数据类型 Data types
1. Numerical data
- Continuous data连续数据: can take on any numerical value in a specified range of values.
- 上海的摄氏温度
- 中国男人的体重
- Continuous data is often represented using histograms and scatterplots. Histograms show the distribution of continuous data, while scatterplots show the relationship between two continuous variables.
- Discrete data 离散数据: result from a counting process
- 一个教室有多少学生
- 一个停车场有多少量车
- Continuous data is often represented using histograms and scatterplots. Histograms show the distribution of continuous data, while scatterplots show the relationship between two continuous variables.
2. Categorical data分类数据
- Nominal data名义数据: are note amenable to being organized in a logical order.
- 比如性别
- 血型
- 职业
- 颜色等;
- Ordinal data: can be logically ordered or ranked
- 比如学生成绩
- 电影评分
- 客户满意度
3. Cross-Sectional versus vs Times Series vs Pannel Data 横截面数据、时间序列数据和面板数据
- Cross-sectional data: 在一个时间点给出总体统一特征变量的观测值;比如给出2023年11月6日美股关于科技板块的一天的回报率;
- Time series: 给出NVDA股票在过去一个月每天的回报率;
- Panel data: a mix of times-series and cross-sectional data; 比如给出所有标普指数中高科技公司过去五年的回报率;
4. Structured vs Unstructured Data
- Structured data: 市场数据、财报分析数据
- Unstructured Data: 新闻、录音、财报earnings
5. Data organization
- One-dimensional array 一维数组
- Two-dimensional rectangular array(data table)

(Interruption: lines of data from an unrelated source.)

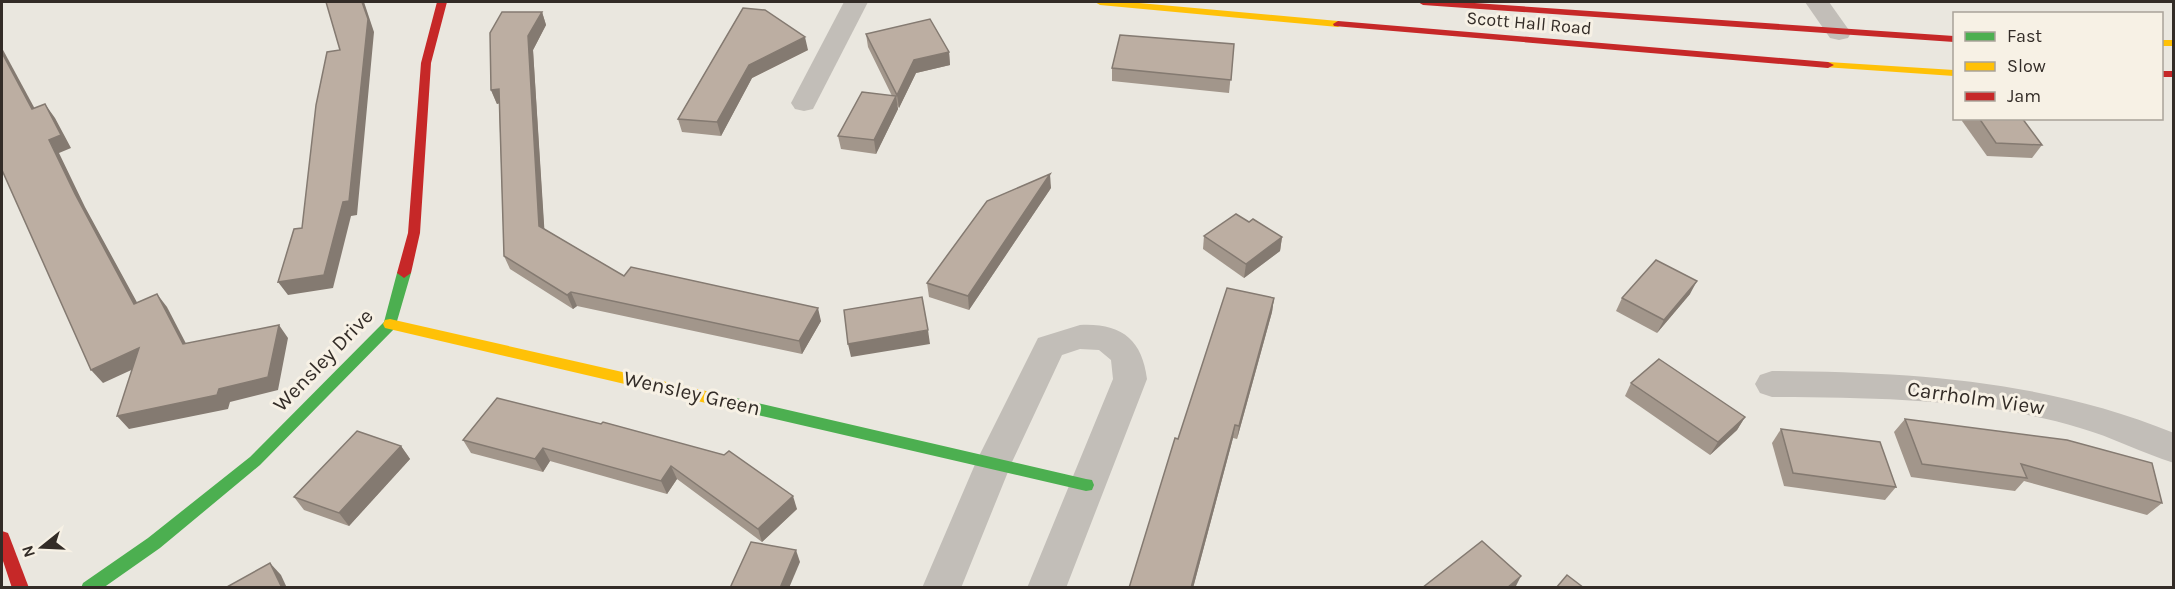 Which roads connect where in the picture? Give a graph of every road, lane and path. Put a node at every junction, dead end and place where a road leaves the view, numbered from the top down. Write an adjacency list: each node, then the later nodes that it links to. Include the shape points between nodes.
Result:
1 (442, 2): 10 (main road, Wensley Drive, via 426,63 414,233)
2 (856, 2): 9 (street)
3 (1101, 2): 8 (main road, Scott Hall Road, via 1469,36)
4 (1423, 2): 6 (main road, Scott Hall Road)
5 (1817, 2): 6 (street)
6 (1839, 33): 7 (main road, Scott Hall Road)
7 (1953, 39)
8 (1953, 73)
9 (804, 103)
10 (390, 324): 13 (main road, Wensley Green); 17 (main road, Wensley Drive, via 255,460 154,543)
11 (1772, 384): 12 (street, Carrholm View, via 1870,384 2012,399 2089,418)
12 (2174, 449)
13 (994, 462): 14 (main road, Wensley Green); 14 (street, via 1050,347 1068,338 1091,336 1117,344 1127,358 1130,379); 18 (street)
14 (1086, 485): 19 (street)
15 (2, 538): 16 (main road)
16 (21, 588)
17 (89, 588)
18 (941, 588)
19 (1046, 588) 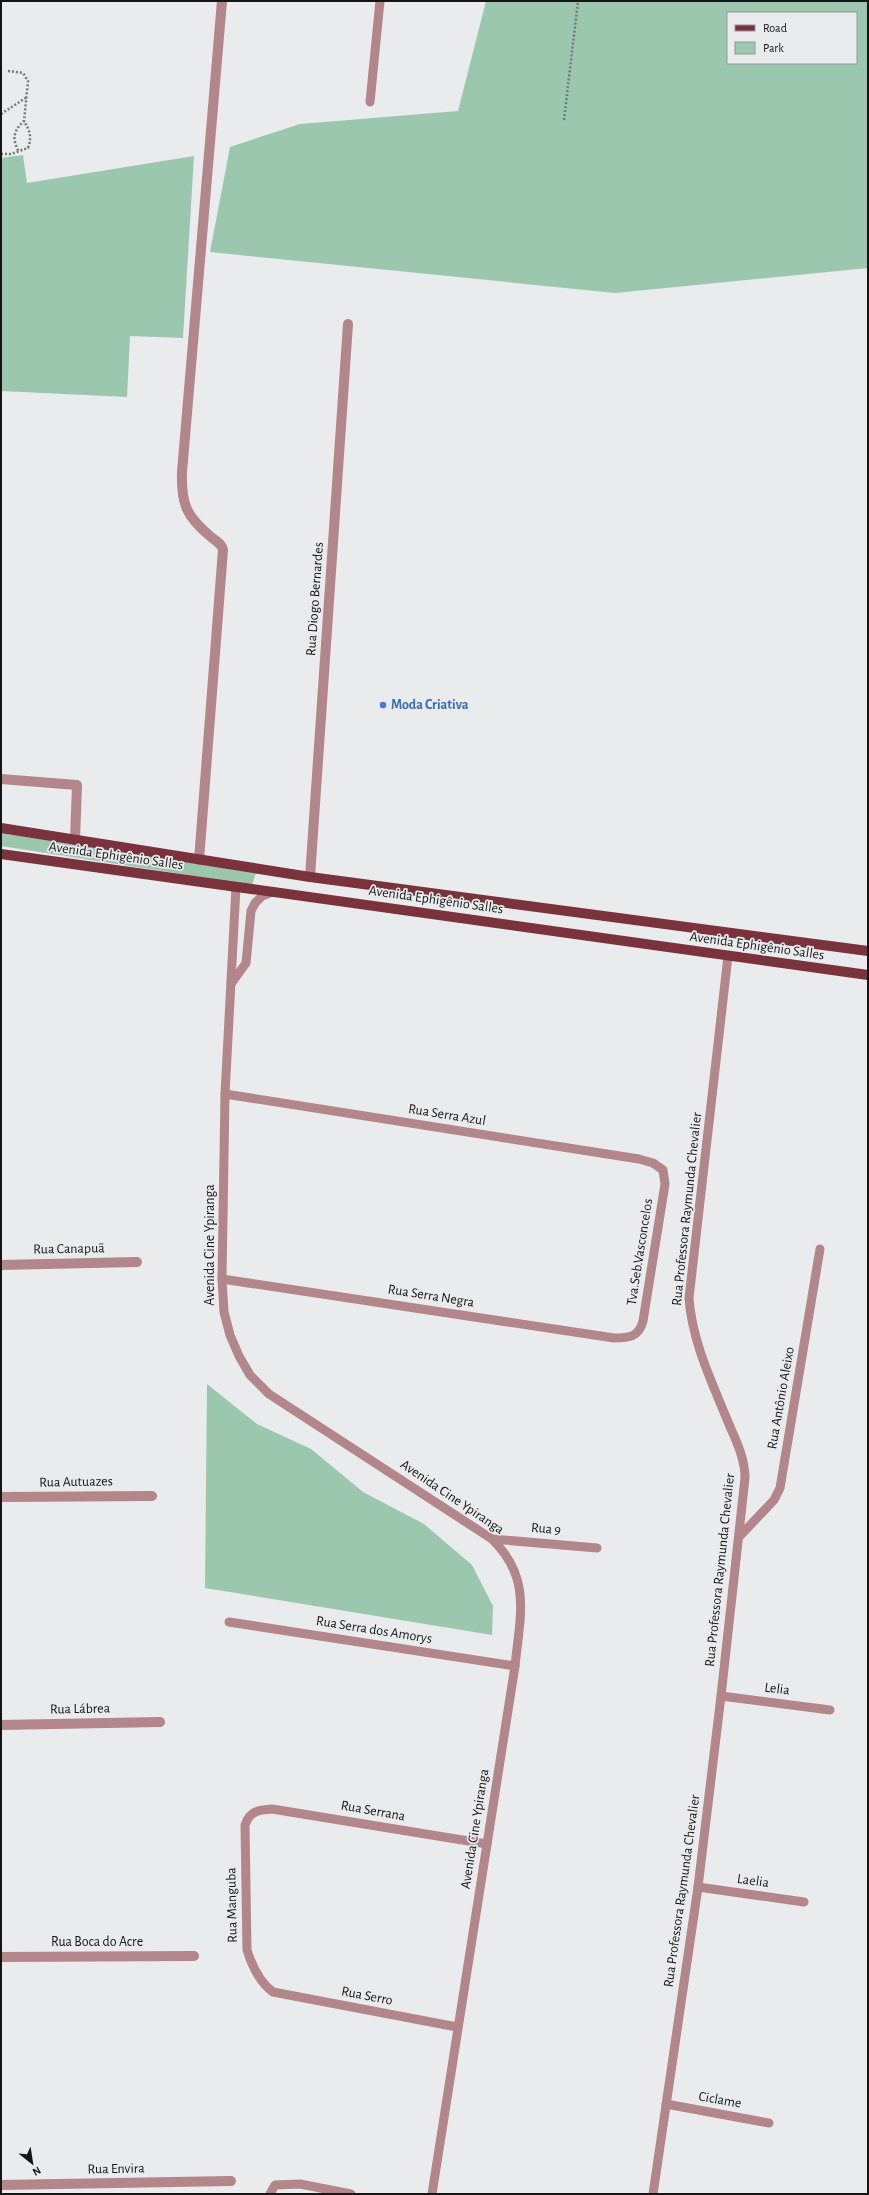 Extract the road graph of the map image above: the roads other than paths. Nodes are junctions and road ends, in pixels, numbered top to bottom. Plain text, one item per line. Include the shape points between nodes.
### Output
1 (222, 1) edge
2 (380, 1) edge
3 (370, 102) dead end
4 (348, 324) dead end
5 (1, 779) edge
6 (1, 828) edge
7 (75, 840) junction
8 (1, 854) edge
9 (199, 860) junction
10 (310, 877) junction
11 (236, 887) junction
12 (272, 892) junction
13 (868, 952) edge
14 (728, 956) junction
15 (868, 975) edge
16 (230, 985) junction
17 (225, 1094) junction
18 (662, 1170) joint
19 (820, 1249) dead end
20 (137, 1262) dead end
21 (1, 1265) edge
22 (222, 1279) junction
23 (635, 1336) joint
24 (152, 1496) dead end
25 (1, 1497) edge
26 (739, 1537) junction
27 (492, 1539) junction
28 (597, 1548) dead end
29 (229, 1622) dead end
30 (515, 1666) junction
31 (721, 1696) junction
32 (830, 1710) dead end
33 (160, 1722) dead end
34 (1, 1725) edge
35 (254, 1811) joint
36 (487, 1844) junction
37 (698, 1887) junction
38 (804, 1902) dead end
39 (194, 1956) dead end
40 (1, 1957) edge
41 (273, 1992) joint
42 (457, 2027) junction
43 (666, 2104) junction
44 (769, 2123) dead end
45 (231, 2181) dead end
46 (1, 2185) edge
47 (270, 2194) edge
48 (351, 2194) edge
49 (432, 2194) edge
50 (653, 2194) edge

1 - 9 street, Avenida Ephigênio Salles via 181,487 183,502 189,516 223,548
2 - 3 lane
4 - 10 street, Rua Diogo Bernardes
5 - 7 street via 77,785
6 - 7 main road, Avenida Ephigênio Salles
7 - 9 main road, Avenida Ephigênio Salles
8 - 11 main road, Avenida Ephigênio Salles
9 - 10 main road, Avenida Ephigênio Salles
10 - 13 main road, Avenida Ephigênio Salles
11 - 12 main road, Avenida Ephigênio Salles
11 - 16 lane, Avenida Cine Ypiranga
12 - 14 main road, Avenida Ephigênio Salles
12 - 16 lane via 262,896 251,911 246,963
14 - 15 main road, Avenida Ephigênio Salles
14 - 26 lane, Rua Professora Raymunda Chevalier via 689,1298 696,1341 744,1464
16 - 17 lane, Avenida Cine Ypiranga
17 - 18 lane, Rua Serra Azul via 639,1159
17 - 22 lane, Avenida Cine Ypiranga
18 - 23 lane, Tva.Seb.Vasconcelos via 665,1184 643,1321
19 - 26 lane, Rua Antônio Aleixo via 780,1488 774,1500
20 - 21 street, Rua Canapuã
22 - 23 lane, Rua Serra Negra via 614,1338
22 - 27 lane, Avenida Cine Ypiranga via 224,1312 230,1335 250,1375 269,1394
24 - 25 street, Rua Autuazes
26 - 31 lane, Rua Professora Raymunda Chevalier
27 - 28 lane, Rua 9
27 - 30 lane, Avenida Cine Ypiranga via 511,1562 522,1598
29 - 30 lane, Rua Serra dos Amorys
30 - 36 lane, Avenida Cine Ypiranga
31 - 32 lane, Lelia
31 - 37 lane, Rua Professora Raymunda Chevalier
33 - 34 street, Rua Lábrea
35 - 36 lane, Rua Serrana via 272,1809 304,1813
35 - 41 lane, Rua Manguba via 248,1816 245,1825 247,1950 258,1976
36 - 42 lane, Avenida Cine Ypiranga
37 - 38 lane, Laelia
37 - 43 lane, Rua Professora Raymunda Chevalier
39 - 40 street, Rua Boca do Acre
41 - 42 lane, Rua Serro
42 - 49 lane, Avenida Cine Ypiranga
43 - 44 lane, Ciclame
43 - 50 lane, Rua Professora Raymunda Chevalier
45 - 46 street, Rua Envira
47 - 48 lane via 275,2185 300,2184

- Frequency distribution 频率分布
- Absolute frequency distribution
- Relative frequency distribution
- Cumulative frequency distributon
Return bin | Absolute Frequency | Relative Frequency (%) | Cumulative Absolute Frequency | Cumulative Relative Frequency(%) |
---|---|---|---|---|
5.0 to 6.0 | 1 | 5.6 | 1 | 5.56 |
6.0 to 7.0 | 4 | 22.22 | 5 | 27.78 |
7.0 to 8.0 | 6 | 33.33 | 11 | 61.11 |
8.0 to 9.0 | 4 | 22.22 | 15 | 83.33 |
9.0 to 10.0 | 3 | 16.77 | 18 | 100.00 |
6. Contigency table 列联表,相依表
Data visualizing
Histogram and Frequency Polygon 直方图和频率多边形
“A histogram is a chart that presents the distribution of numerical data by using the height of a bar or column to represent the absolute frequency of each bin or interval in the distribution.”
Bar chart
The frequency distribution of categorical data can be plotted in a similar type of graph called a bar chart. In a bar chart, each bar represents a distinct category, with the bar’s height proportional to the frequency of the corresponding category.
Tree map
“In addition to bar charts and grouped bar charts, another graphical tool for displaying categorical data is a tree-map. It consists of a set of colored rectangles to represent distinct groups, and **the area of each rectangle is proportional to the value of the corresponding group.**”
Word cloud
“A word cloud (also known as tag cloud) is a visual device for representing textual data. A word cloud consists of words extracted from a source of textual data, with the size of each distinct word being proportional to the frequency with which it appears in the given text.”
Line Chart
- Line Chat
- Bubble line chart
“We can replace the data points with varying-sized bubbles to represent a third dimension of the data. Moreover, these bubbles may even be color-coded to present additional information. This version of a line chart is called a bubble line chart.”
Scatter Plot 散点图
- “A scatter plot is a type of graph for visualizing the joint variation in two numerical variables.It is a useful tool for displaying and understanding potential **relationships between the variables.**”
- A scattoer plot matrix is a useful tool for organizing scatter plots between pairs of variables.
Heat map 热力图
“A heat map is a type of graphic that organizes and summarizes data in a tabular format and represents them using a color spectrum. For example, given a portfolio, we can create a contingency table that summarizes the joint frequencies of the stock holdings by sector and by level of market capitalization.”